(Saved data entries)
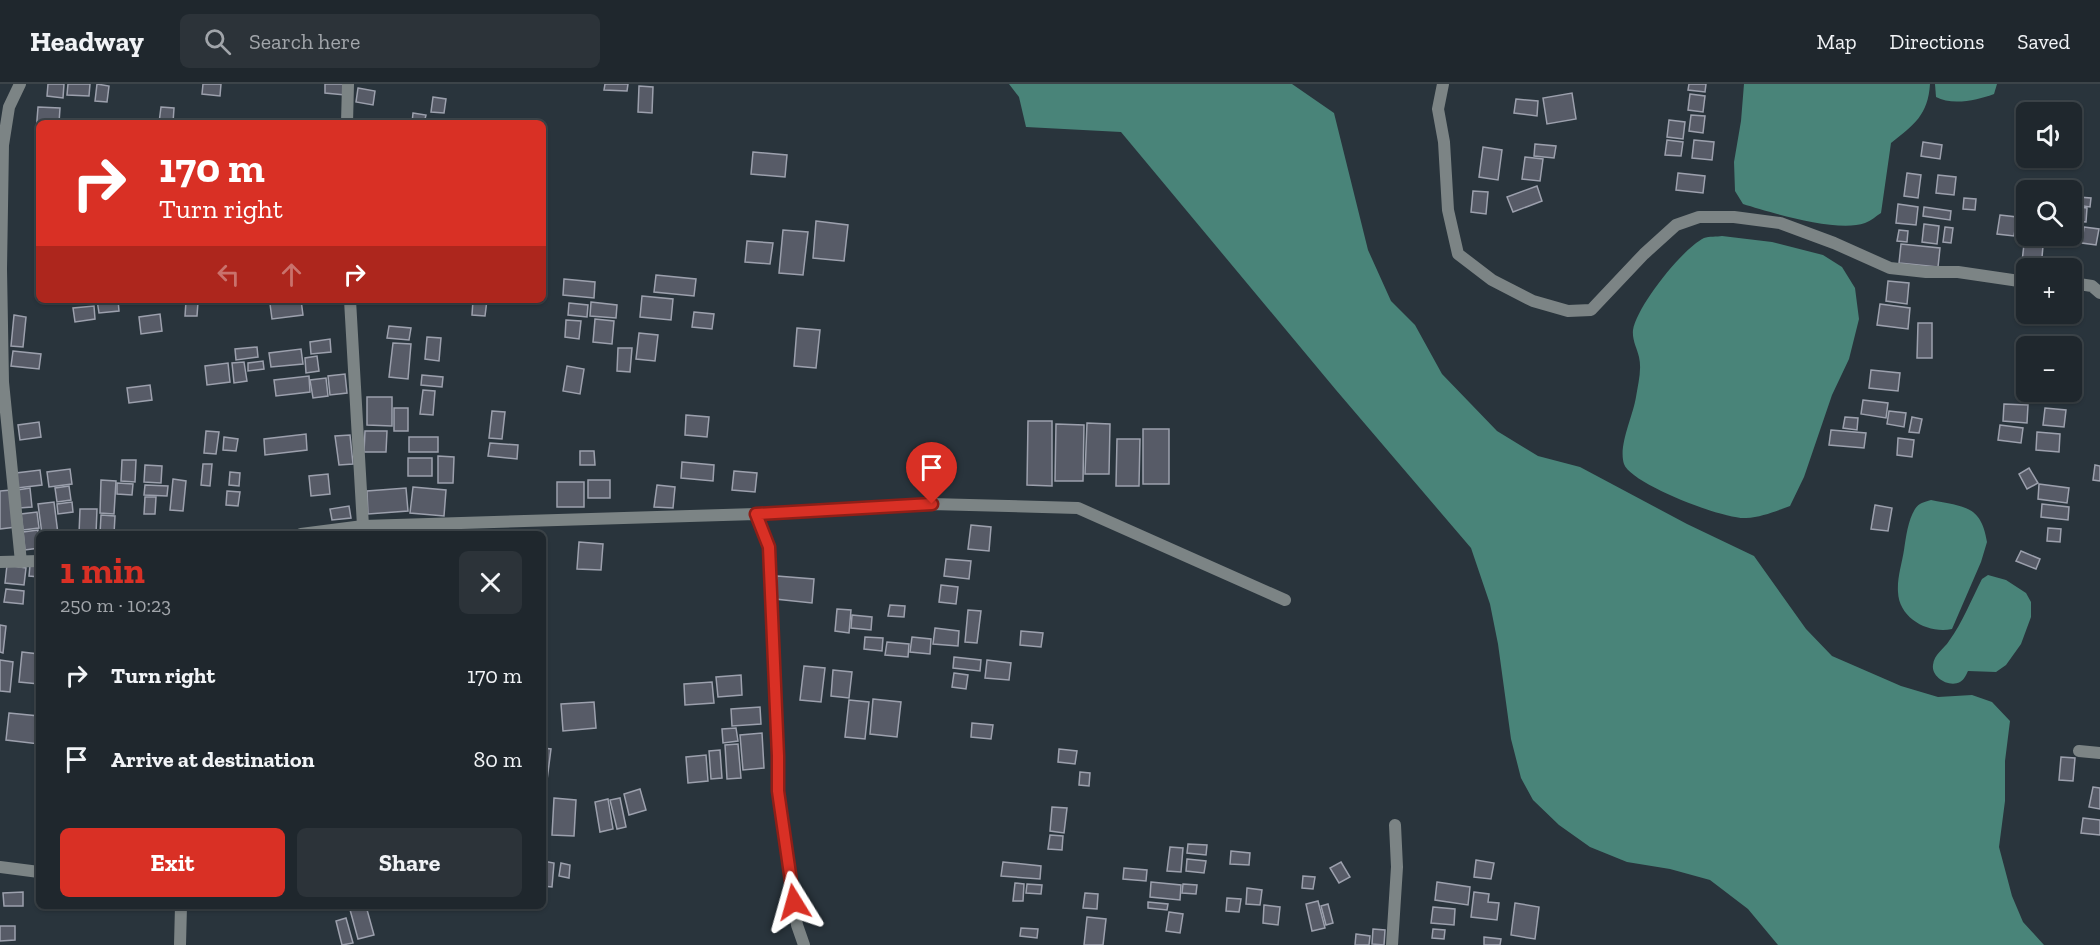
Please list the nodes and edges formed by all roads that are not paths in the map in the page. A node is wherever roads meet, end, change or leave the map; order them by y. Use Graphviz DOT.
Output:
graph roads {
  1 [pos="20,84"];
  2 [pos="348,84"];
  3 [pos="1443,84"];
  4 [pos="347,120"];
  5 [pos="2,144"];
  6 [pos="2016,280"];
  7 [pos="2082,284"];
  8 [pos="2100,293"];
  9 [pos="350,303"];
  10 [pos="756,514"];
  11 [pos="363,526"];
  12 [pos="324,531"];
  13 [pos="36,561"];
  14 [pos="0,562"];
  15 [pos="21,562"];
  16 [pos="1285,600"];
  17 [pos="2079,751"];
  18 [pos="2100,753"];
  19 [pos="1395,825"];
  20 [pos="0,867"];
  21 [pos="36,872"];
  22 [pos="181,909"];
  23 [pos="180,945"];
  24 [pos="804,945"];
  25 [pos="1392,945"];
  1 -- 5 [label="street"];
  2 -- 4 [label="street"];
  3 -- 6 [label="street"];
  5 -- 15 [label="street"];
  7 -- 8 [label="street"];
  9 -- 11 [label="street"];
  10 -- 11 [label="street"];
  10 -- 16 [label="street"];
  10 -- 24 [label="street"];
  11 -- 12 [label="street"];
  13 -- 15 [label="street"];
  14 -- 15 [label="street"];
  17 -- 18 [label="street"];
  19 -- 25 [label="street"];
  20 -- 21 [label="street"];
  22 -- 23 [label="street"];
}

■ Assigned task
Apart from the pictures, write every entry out again exactly.

■ Answer for this exercise
Please list the nodes and edges formed by all roads that are not paths in the map in the page. A node is wherever roads meet, end, change or leave the map; order them by y. Use Graphviz DOT.
Output:
graph roads {
  1 [pos="20,84"];
  2 [pos="348,84"];
  3 [pos="1443,84"];
  4 [pos="347,120"];
  5 [pos="2,144"];
  6 [pos="2016,280"];
  7 [pos="2082,284"];
  8 [pos="2100,293"];
  9 [pos="350,303"];
  10 [pos="756,514"];
  11 [pos="363,526"];
  12 [pos="324,531"];
  13 [pos="36,561"];
  14 [pos="0,562"];
  15 [pos="21,562"];
  16 [pos="1285,600"];
  17 [pos="2079,751"];
  18 [pos="2100,753"];
  19 [pos="1395,825"];
  20 [pos="0,867"];
  21 [pos="36,872"];
  22 [pos="181,909"];
  23 [pos="180,945"];
  24 [pos="804,945"];
  25 [pos="1392,945"];
  1 -- 5 [label="street"];
  2 -- 4 [label="street"];
  3 -- 6 [label="street"];
  5 -- 15 [label="street"];
  7 -- 8 [label="street"];
  9 -- 11 [label="street"];
  10 -- 11 [label="street"];
  10 -- 16 [label="street"];
  10 -- 24 [label="street"];
  11 -- 12 [label="street"];
  13 -- 15 [label="street"];
  14 -- 15 [label="street"];
  17 -- 18 [label="street"];
  19 -- 25 [label="street"];
  20 -- 21 [label="street"];
  22 -- 23 [label="street"];
}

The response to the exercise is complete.